Go through the material below, find each line with the word "Saga", and copy those lines.

+++

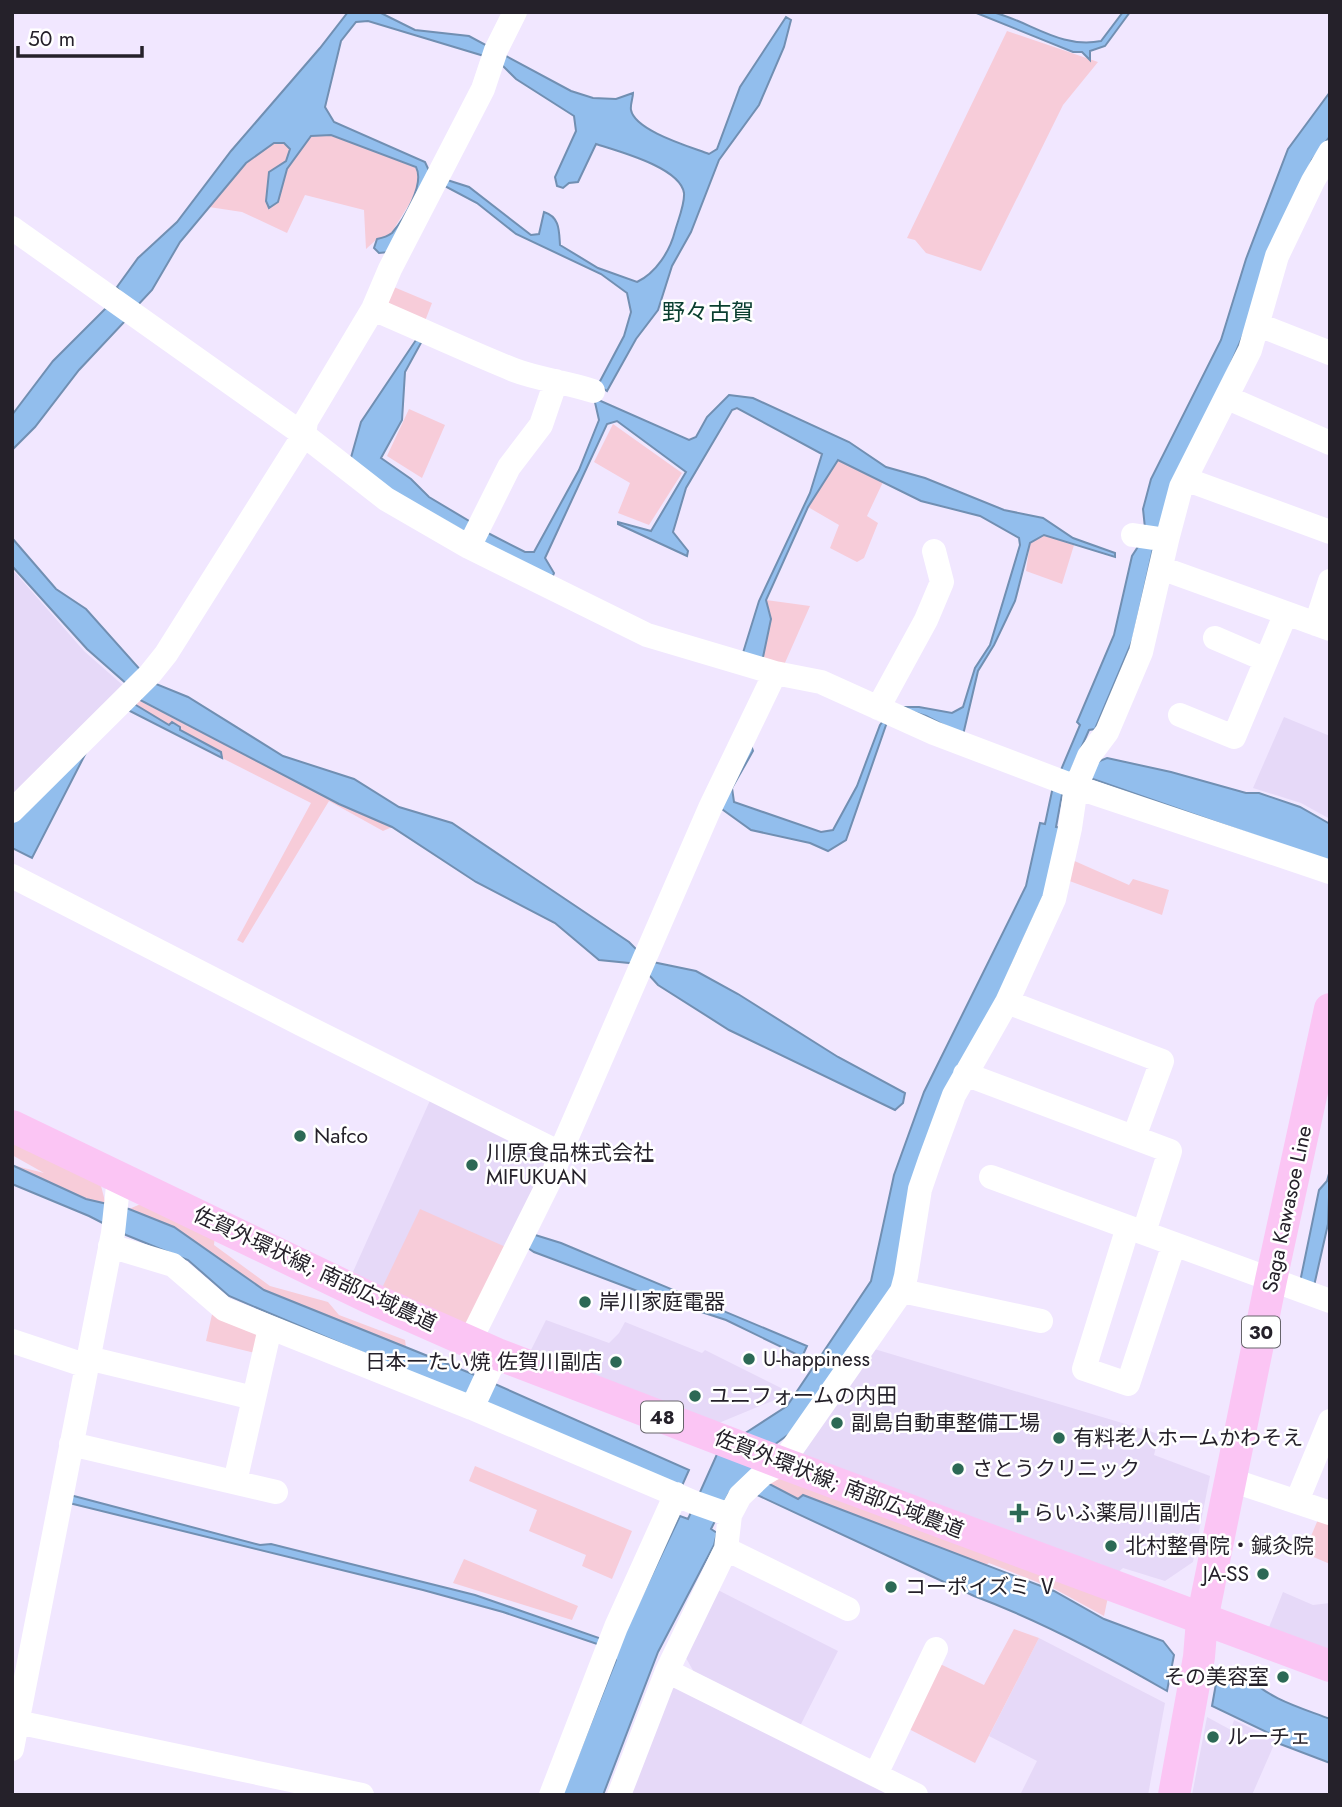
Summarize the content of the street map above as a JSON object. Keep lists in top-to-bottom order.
{
  "streets": {
    "main road": [
      "Saga Kawasoe Line",
      "佐賀外環状線; 南部広域農道",
      "30",
      "48"
    ]
  },
  "crossings": [
    ["Saga Kawasoe Line", "佐賀外環状線; 南部広域農道"]
  ],
  "districts": ["野々古賀"],
  "places": {
    "other": [
      "Nafco",
      "川原食品株式会社 MIFUKUAN",
      "岸川家庭電器",
      "U-happiness",
      "日本一たい焼 佐賀川副店",
      "ユニフォームの内田",
      "副島自動車整備工場",
      "有料老人ホームかわそえ",
      "さとうクリニック",
      "北村整骨院・鍼灸院",
      "JA-SS",
      "コーポイズミ Ⅴ",
      "その美容室",
      "ルーチェ"
    ],
    "health": ["らいふ薬局川副店"]
  },
  "scale_bar": "50 m"
}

+++

- _Response area_
      "Saga Kawasoe Line",
    ["Saga Kawasoe Line", "佐賀外環状線; 南部広域農道"]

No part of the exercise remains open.